18.02.2024 | Cavallo und Blume betonen: Weltoffenheit und Vielfalt unerlässliche Basis für Gesellschaft und Wirtschaft
Wolfsburg - Erstmals seit Beginn der in Deutschland beispiellosen Demo-Welle gegen Rechtsextremismus haben sich bei einer Kundgebung Spitzenvertreter von Konzernführung und Konzernbelegschaft gemeinsam zu Wort gemeldet. Für die Premiere sorgte Volkswagen am Sonntag in Wolfsburg bei der Demo "Für Demokratie und Zusammenhalt". Dazu aufgerufen hatten das Unternehmen, der Betriebsrat, die IG Metall und die Stadt zusammen mit einem breiten gesellschaftlichen Bündnis im "Schulterschluss der Wolfsburger Demokrat:innen". Nach ersten Angaben der Polizei versammelten sich zu der Großveranstaltung Sonntagmittag ab 11.30 Uhr mindestens 7000 Menschen in der Wolfsburger Innenstadt.
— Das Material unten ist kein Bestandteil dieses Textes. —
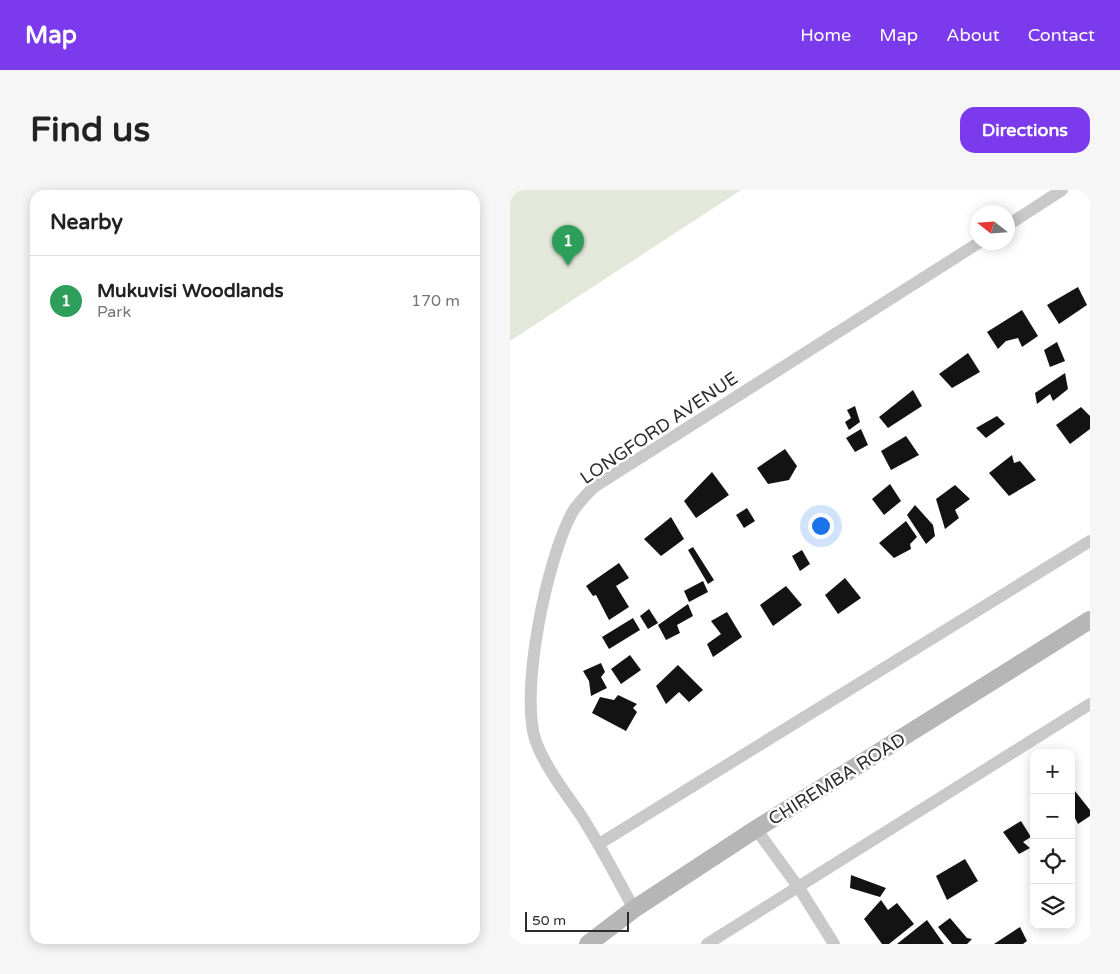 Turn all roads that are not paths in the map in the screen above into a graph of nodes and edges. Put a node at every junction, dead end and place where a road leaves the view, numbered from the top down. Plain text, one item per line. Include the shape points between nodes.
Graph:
1 (1062, 190) edge
2 (1015, 220) edge
3 (970, 248) edge
4 (1090, 541) edge
5 (1090, 620) edge
6 (1090, 704) edge
7 (756, 829) junction
8 (599, 844) junction
9 (799, 888) junction
10 (634, 909) junction
11 (588, 944) edge
12 (708, 944) edge
13 (834, 944) edge

1 - 2 street
3 - 8 street, LONGFORD AVENUE via 594,487 573,511 564,530 549,583 535,649 530,716 544,757
4 - 8 street
5 - 7 main road, CHIREMBA ROAD
6 - 9 street
7 - 9 street
7 - 10 main road, CHIREMBA ROAD
8 - 10 street, LONGFORD AVENUE
9 - 12 street
9 - 13 street
10 - 11 main road, CHIREMBA ROAD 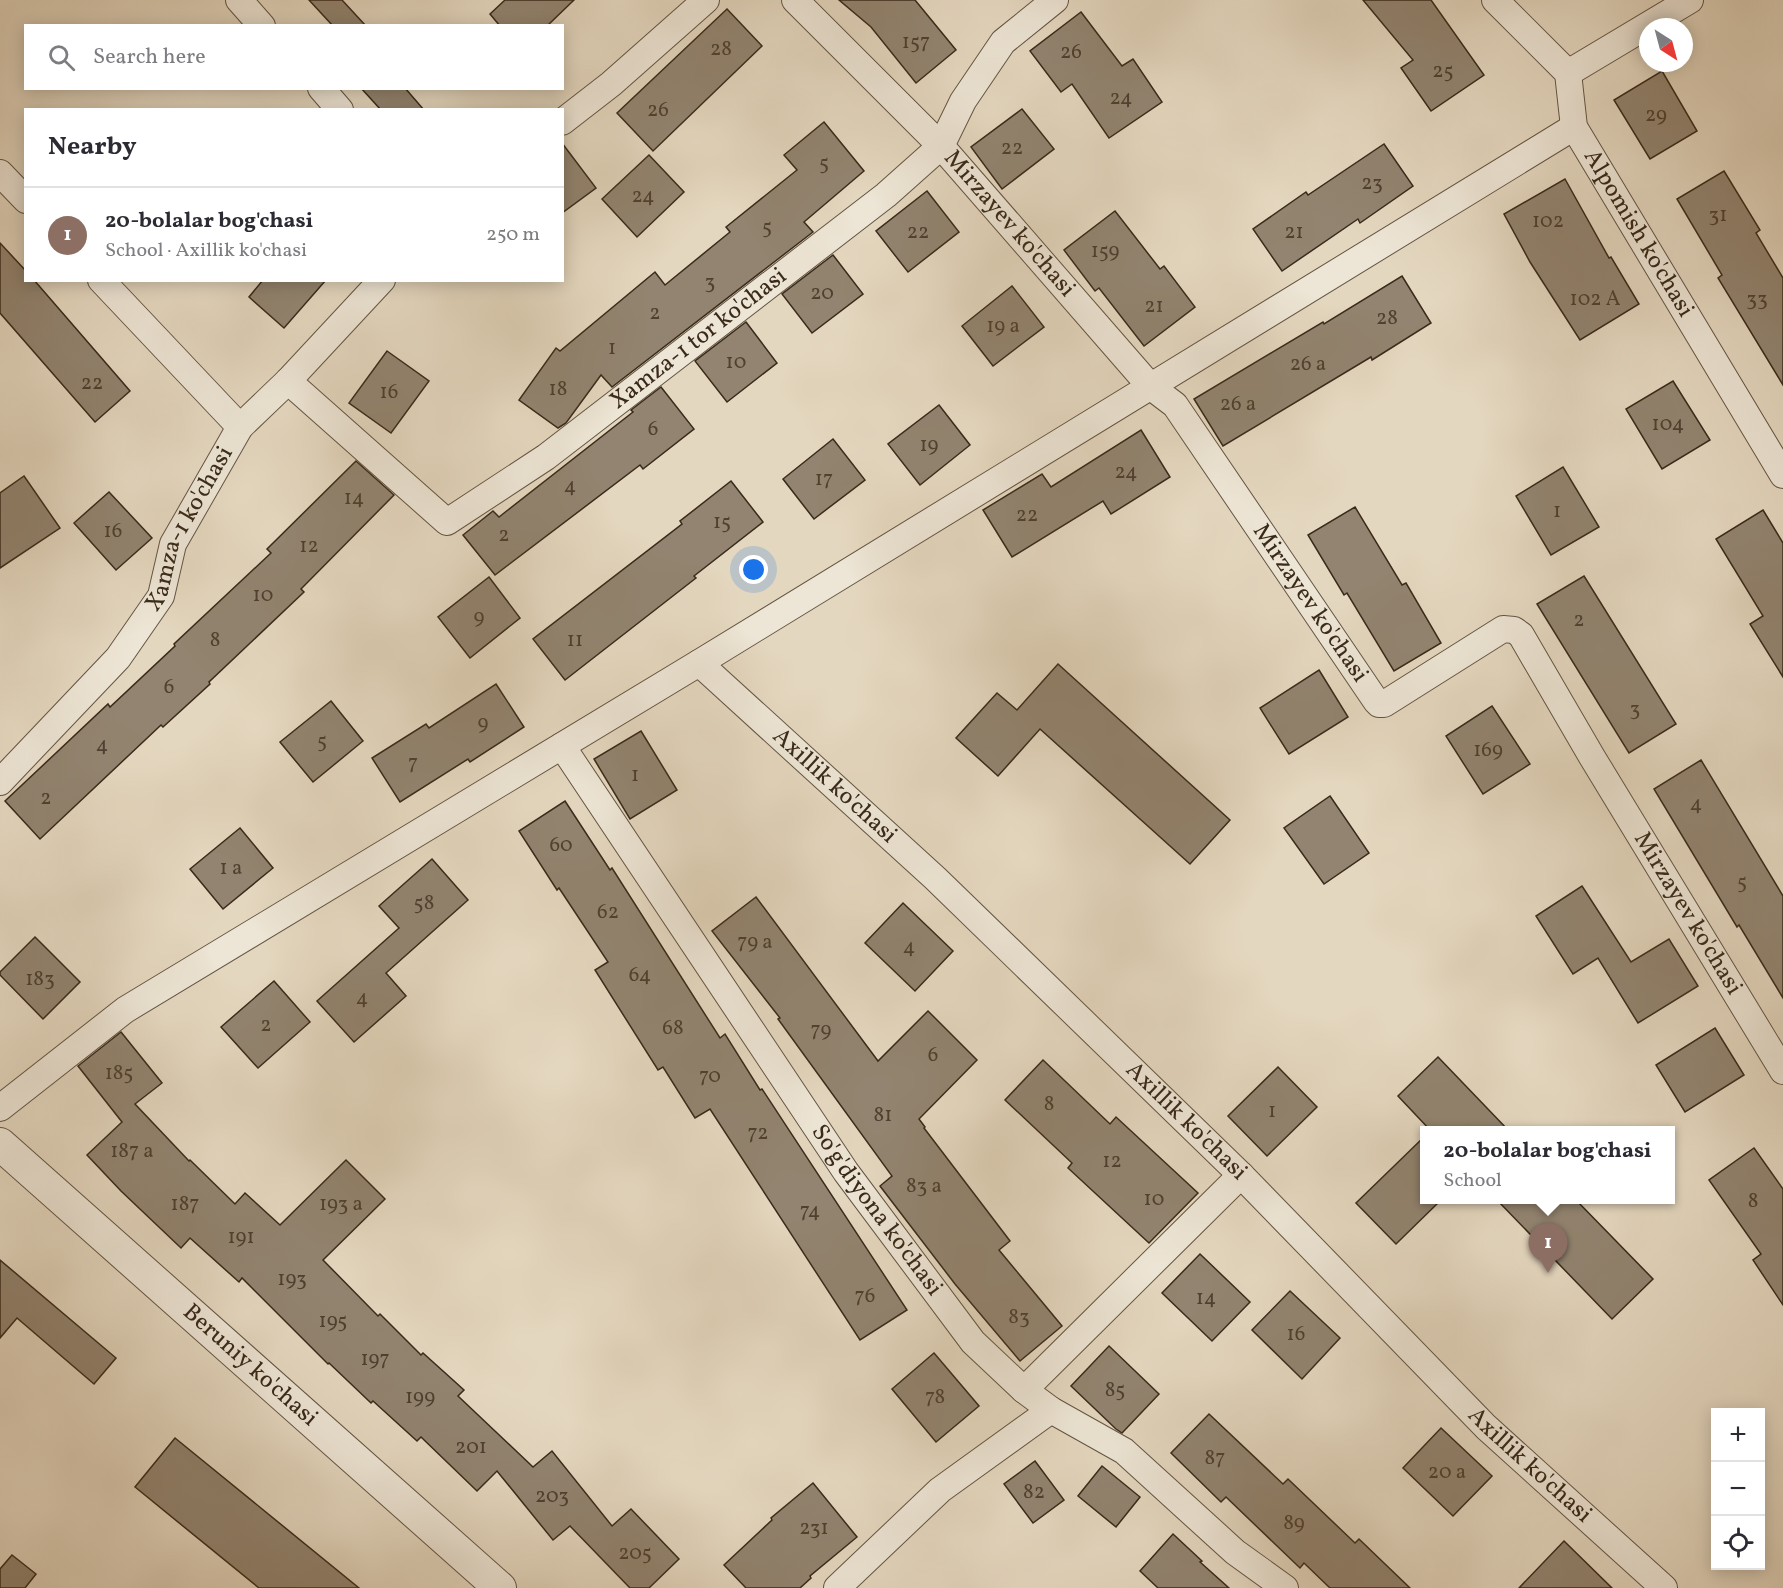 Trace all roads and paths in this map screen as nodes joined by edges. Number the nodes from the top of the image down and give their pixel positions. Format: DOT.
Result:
graph roads {
  1 [pos="238,0"];
  2 [pos="706,0"];
  3 [pos="795,0"];
  4 [pos="1055,0"];
  5 [pos="1495,0"];
  6 [pos="1690,0"];
  7 [pos="260,24"];
  8 [pos="1568,74"];
  9 [pos="323,90"];
  10 [pos="338,108"];
  11 [pos="564,120"];
  12 [pos="1574,127"];
  13 [pos="942,146"];
  14 [pos="0,173"];
  15 [pos="24,198"];
  16 [pos="103,282"];
  17 [pos="380,282"];
  18 [pos="288,381"];
  19 [pos="1150,386"];
  20 [pos="240,427"];
  21 [pos="1783,475"];
  22 [pos="699,663"];
  23 [pos="562,746"];
  24 [pos="0,782"];
  25 [pos="1783,1071"];
  26 [pos="0,1108"];
  27 [pos="0,1144"];
  28 [pos="1241,1175"];
  29 [pos="1024,1390"];
  30 [pos="1051,1410"];
  31 [pos="500,1588"];
  32 [pos="837,1588"];
  33 [pos="1285,1588"];
  34 [pos="1664,1588"];
  1 -- 7 [label="street"];
  2 -- 11 [label="street"];
  3 -- 13 [label="street, Mirzayev ko'chasi"];
  4 -- 13 [label="street"];
  5 -- 8 [label="street"];
  6 -- 8 [label="street"];
  8 -- 12 [label="street, Alpomish ko'chasi"];
  9 -- 10 [label="street"];
  12 -- 19 [label="street"];
  12 -- 21 [label="street, Alpomish ko'chasi"];
  13 -- 18 [label="street, Xamza-1 tor ko'chasi"];
  13 -- 19 [label="street, Mirzayev ko'chasi"];
  14 -- 15 [label="street"];
  16 -- 20 [label="street"];
  17 -- 18 [label="street, Xamza-1 ko'chasi"];
  18 -- 20 [label="street, Xamza-1 ko'chasi"];
  19 -- 22 [label="street"];
  19 -- 25 [label="street, Mirzayev ko'chasi"];
  20 -- 24 [label="street, Xamza-1 ko'chasi"];
  22 -- 23 [label="street"];
  22 -- 28 [label="street, Axillik ko'chasi"];
  23 -- 26 [label="street"];
  23 -- 29 [label="street, So'g'diyona ko'chasi"];
  27 -- 31 [label="street, Beruniy ko'chasi"];
  28 -- 29 [label="street"];
  28 -- 34 [label="street, Axillik ko'chasi"];
  29 -- 30 [label="street, So'g'diyona ko'chasi"];
  30 -- 32 [label="street"];
  30 -- 33 [label="street, So'g'diyona ko'chasi"];
} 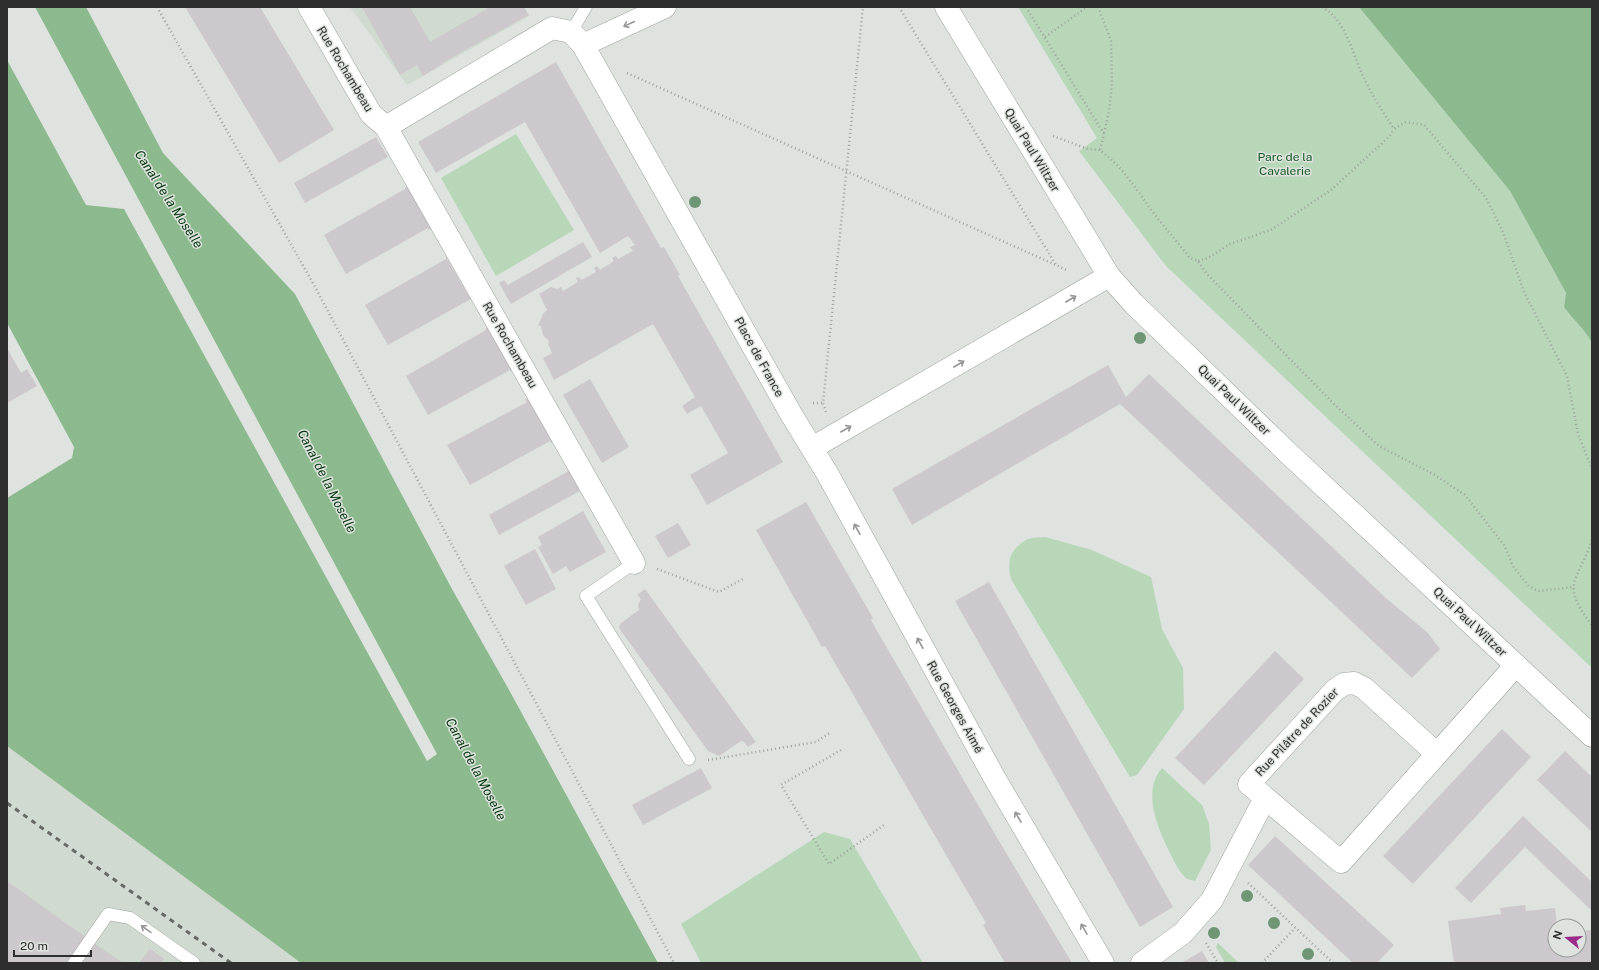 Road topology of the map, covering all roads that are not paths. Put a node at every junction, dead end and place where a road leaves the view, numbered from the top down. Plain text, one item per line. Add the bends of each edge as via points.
1 (309, 7) edge
2 (586, 7) edge
3 (664, 7) edge
4 (950, 14) edge
5 (577, 39) junction
6 (386, 126) junction
7 (1109, 276) junction
8 (812, 448) junction
9 (634, 563) joint
10 (1516, 665) junction
11 (1592, 736) edge
12 (1437, 754) junction
13 (689, 759) road end
14 (1265, 798) junction
15 (74, 963) edge
16 (194, 963) edge
17 (1103, 963) edge
18 (1142, 963) edge

1 - 6 street, Rue Rochambeau via 371,114
2 - 5 lane
3 -> 5 street
4 - 7 street, Quai Paul Wiltzer
5 - 6 street via 552,28
5 - 8 street, Place de France
6 - 9 street, Rue Rochambeau
8 -> 7 street
7 - 10 street, Quai Paul Wiltzer via 1134,304 1288,453
17 -> 8 street, Rue Georges Aimé via 994,776
9 - 13 lane via 586,596
10 - 11 street, Quai Paul Wiltzer
10 - 12 street, Rue Pilâtre de Rozier
12 - 14 street, Rue Pilâtre de Rozier via 1341,862
12 - 14 street, Rue Pilâtre de Rozier via 1364,688 1354,682 1344,684 1335,690 1249,784
14 - 18 street via 1212,900 1183,933
16 -> 15 lane via 130,918 108,914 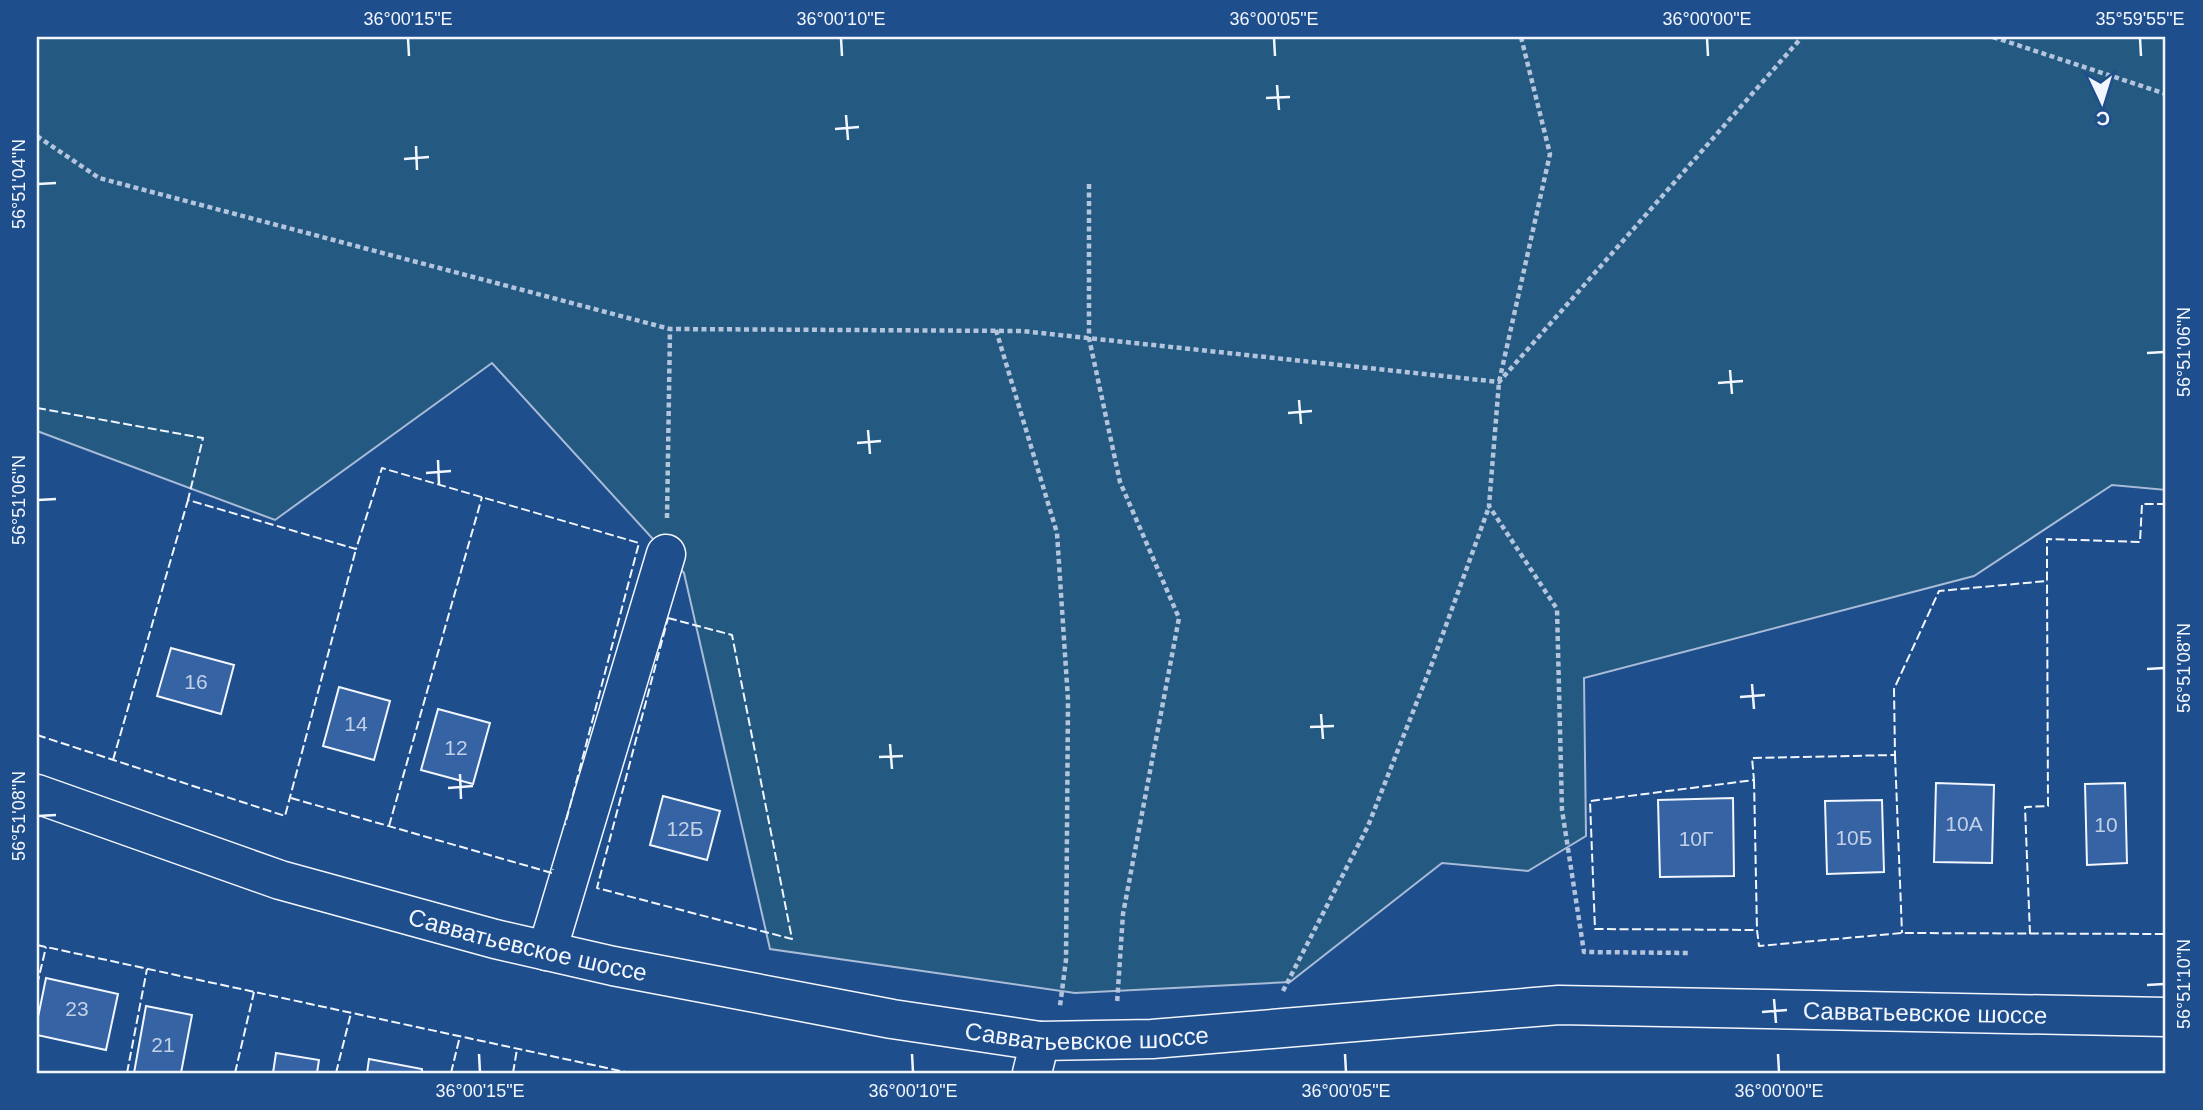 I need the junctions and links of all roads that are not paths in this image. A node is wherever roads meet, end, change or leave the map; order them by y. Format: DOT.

Mit Oliver Blume sprach zum ersten Mal der Vorstandsvorsitzende eines DAX-Konzerns bei einer der Demonstrationen, die seit Mitte Januar von A wie Aachen bis Z wie Zwickau die ganze Republik erfasst haben. Nach seiner Rede auf dem Rathausplatz folgte die der Konzernbetriebsratsvorsitzenden Daniela Cavallo. Beide betonten: Grundvoraussetzung für gesellschaftlichen und wirtschaftlichen Erfolg sind die bei Volkswagen gelebten Konzernwerte wie Vielfalt, Weltoffenheit und Demokratie.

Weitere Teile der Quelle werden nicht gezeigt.